Jointly funded by HSI and Conservation International, Education for Nature Vietnam's ' Wildlife Crimes Unit, are tackling Vietnam's cruel and illegal wildlife trade.

Watch a day in the life of the wildlife crimes unit

22nd April, 2016 click here 

 

Welcome to the ENV Wildlife Crime Unit! These are the dedicated young professionals on the telephones every day working to save their country's wildlife. A typical day in ENV's Wildlife Crime Unit begins with a review of the day's cases. Each case officer may handle up to 200 cases ranging from restaurants offering wildlife on their menu to live tigers being kept in someone's backyard.

This morning, Tam contacts wildlife protection officers in a coastal province to see if there are any results from an inspection of a restaurant that was reportedly keeping live civets and other animals in the kitchen. The call came in on the ENV Wildlife Crime Hotline the previous day from a local resident that wanted to get involved after hearing about the hotline on the Voice of Vietnam radio.
From left to right (top row): Nga, Van Anh, chi Hang and Thang.
Bottom row: Tam, Thao and em Hang.
 
Thao has fewer cases than the other case officers. This is because she is responsible for managing and motivating more than 700 volunteers nationally that are tasked with monitoring business establishments throughout the country. Her monitoring task list for the week consists of 26 locations in 12 provinces that she needs checked. She has been on the phone all morning trying to track down someone in Ho Chi Minh city to check on a tourist shop in the central market area where 18 stuffed hawksbill turtles were reported for sale in November 2007. The Fisheries Department had acted on the case, but it is time for the shop to be checked again to ensure that they have not returned to selling marine turtles.

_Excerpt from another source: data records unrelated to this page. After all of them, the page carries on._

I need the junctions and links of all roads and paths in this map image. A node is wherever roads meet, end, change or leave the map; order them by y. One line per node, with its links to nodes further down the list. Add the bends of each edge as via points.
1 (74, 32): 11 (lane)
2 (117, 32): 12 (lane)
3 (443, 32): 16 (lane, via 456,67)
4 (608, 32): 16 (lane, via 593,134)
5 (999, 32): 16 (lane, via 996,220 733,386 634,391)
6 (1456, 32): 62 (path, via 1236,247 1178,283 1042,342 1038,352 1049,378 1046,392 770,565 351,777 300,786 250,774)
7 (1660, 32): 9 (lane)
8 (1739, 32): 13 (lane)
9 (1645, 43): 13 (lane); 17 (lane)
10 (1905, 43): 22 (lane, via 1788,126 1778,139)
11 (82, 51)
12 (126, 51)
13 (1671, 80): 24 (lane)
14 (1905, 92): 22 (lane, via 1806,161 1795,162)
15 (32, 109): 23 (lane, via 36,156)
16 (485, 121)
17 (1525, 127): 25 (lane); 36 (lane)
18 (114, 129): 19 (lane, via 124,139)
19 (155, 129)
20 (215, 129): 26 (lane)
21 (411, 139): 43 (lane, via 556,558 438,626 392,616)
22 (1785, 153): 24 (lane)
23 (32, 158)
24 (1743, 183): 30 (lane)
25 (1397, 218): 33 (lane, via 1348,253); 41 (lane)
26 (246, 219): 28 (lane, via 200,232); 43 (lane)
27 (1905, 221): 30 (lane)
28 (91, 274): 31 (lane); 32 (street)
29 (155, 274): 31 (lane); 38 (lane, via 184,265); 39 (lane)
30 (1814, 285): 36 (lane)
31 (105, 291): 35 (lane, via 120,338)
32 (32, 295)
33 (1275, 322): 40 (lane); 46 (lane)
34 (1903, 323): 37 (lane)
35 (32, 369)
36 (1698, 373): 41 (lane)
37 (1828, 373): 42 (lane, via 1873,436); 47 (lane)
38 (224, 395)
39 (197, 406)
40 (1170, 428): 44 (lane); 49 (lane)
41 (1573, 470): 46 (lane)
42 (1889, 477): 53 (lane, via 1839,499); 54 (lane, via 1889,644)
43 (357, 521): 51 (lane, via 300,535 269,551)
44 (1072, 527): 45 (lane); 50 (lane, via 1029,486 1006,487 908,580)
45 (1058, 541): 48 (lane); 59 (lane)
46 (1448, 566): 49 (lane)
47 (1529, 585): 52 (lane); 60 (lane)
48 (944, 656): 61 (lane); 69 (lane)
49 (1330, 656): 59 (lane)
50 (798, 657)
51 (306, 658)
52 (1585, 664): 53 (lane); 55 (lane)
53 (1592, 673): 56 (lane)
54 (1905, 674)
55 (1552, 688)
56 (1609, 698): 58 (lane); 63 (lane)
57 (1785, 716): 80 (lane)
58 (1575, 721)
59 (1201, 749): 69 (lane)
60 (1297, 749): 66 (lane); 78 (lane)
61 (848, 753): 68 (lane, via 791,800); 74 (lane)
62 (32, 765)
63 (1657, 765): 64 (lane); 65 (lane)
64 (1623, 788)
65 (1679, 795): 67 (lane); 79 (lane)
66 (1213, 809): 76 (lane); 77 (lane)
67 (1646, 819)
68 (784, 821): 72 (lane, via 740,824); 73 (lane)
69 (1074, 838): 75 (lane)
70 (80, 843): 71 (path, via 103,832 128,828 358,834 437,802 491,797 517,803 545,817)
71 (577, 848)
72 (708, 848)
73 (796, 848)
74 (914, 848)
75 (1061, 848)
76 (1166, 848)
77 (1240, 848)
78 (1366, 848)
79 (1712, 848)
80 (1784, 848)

At the same time, Nga is discussing on the phone with the owner of a shop in Da Nang city who is advertising fresh bear bile on a signboard in front of their shop. The owner tells Nga that she was not aware that selling bear bile was illegal and promises to remove the sign immediately. Nga has heard promises like this before and asks Thao to organize a volunteer to check the shop in a few days and see if the sign is removed. The shop will also be put on the national monitoring list and receive regular visits over the course of the next few months to ensure that the owner does not put the sign back up.

Em Hang is on the phone with police tracking a case involving the seizure of 314kg of pangolins in Ha Tinh province. The animals were reportedly smuggled over the border from Laos and where headed for the Chinese border when Ha Tinh police intercepted the shipment. Hang is collecting information about the specifics of the case to put on the Wildlife Crime Database. She wants to know what happened to the pangolins after they were confiscated, and more importantly, what punishment was administered to the smugglers.

Much of the phone traffic on the hotline this morning has been wrong numbers with an occasional crank phone call. Just after lunch, the hotline phone rings again. However this time the man on the other end provides Thang with detailed information about a shipment of wildlife being transported to Hanoi from central Vietnam. The caller, who does not want to give his name, provides Thang with the registration number of the truck and indicates that it will arrive at a guest house located at a specific address sometime in the early evening. Thang passes the information on to Van Anh, who contacts the National Forest Protection Department's Forest Crime Task Force.

Meanwhile Chi Hang is a bit frustrated with Environmental Police in a northern province over a case that came in a week ago involving a leopard cat being kept by a business. Chi Hang had called the Environmental Police in to confiscate the cat. However, the Environmental Police were slow to act, and reported back to Hang only yesterday that the leopard cat was no longer present at the establishment.

However, Thao sent a volunteer to check the business earlier in the morning, and the volunteer just called to say that the leopard cat was still present in the establishment. Disappointed with the performance of the Environmental Police, Hang now must contact an alternate government agency to try to deal with the case.

Van Anh, who once was the only case officer in the Wildlife Crime Unit when it started in January 2005, now deals only with high profile cases. She has seven tiger cases pending and has been working for months to try to convince the government to confiscated 80 illegal bears in Quang Ninh province. This morning, she calls National Assembly members to discuss the case, and prepares for an undercover investigation and surveillance in Quang Ninh province at major bear farms in cooperation with National Environmental Police.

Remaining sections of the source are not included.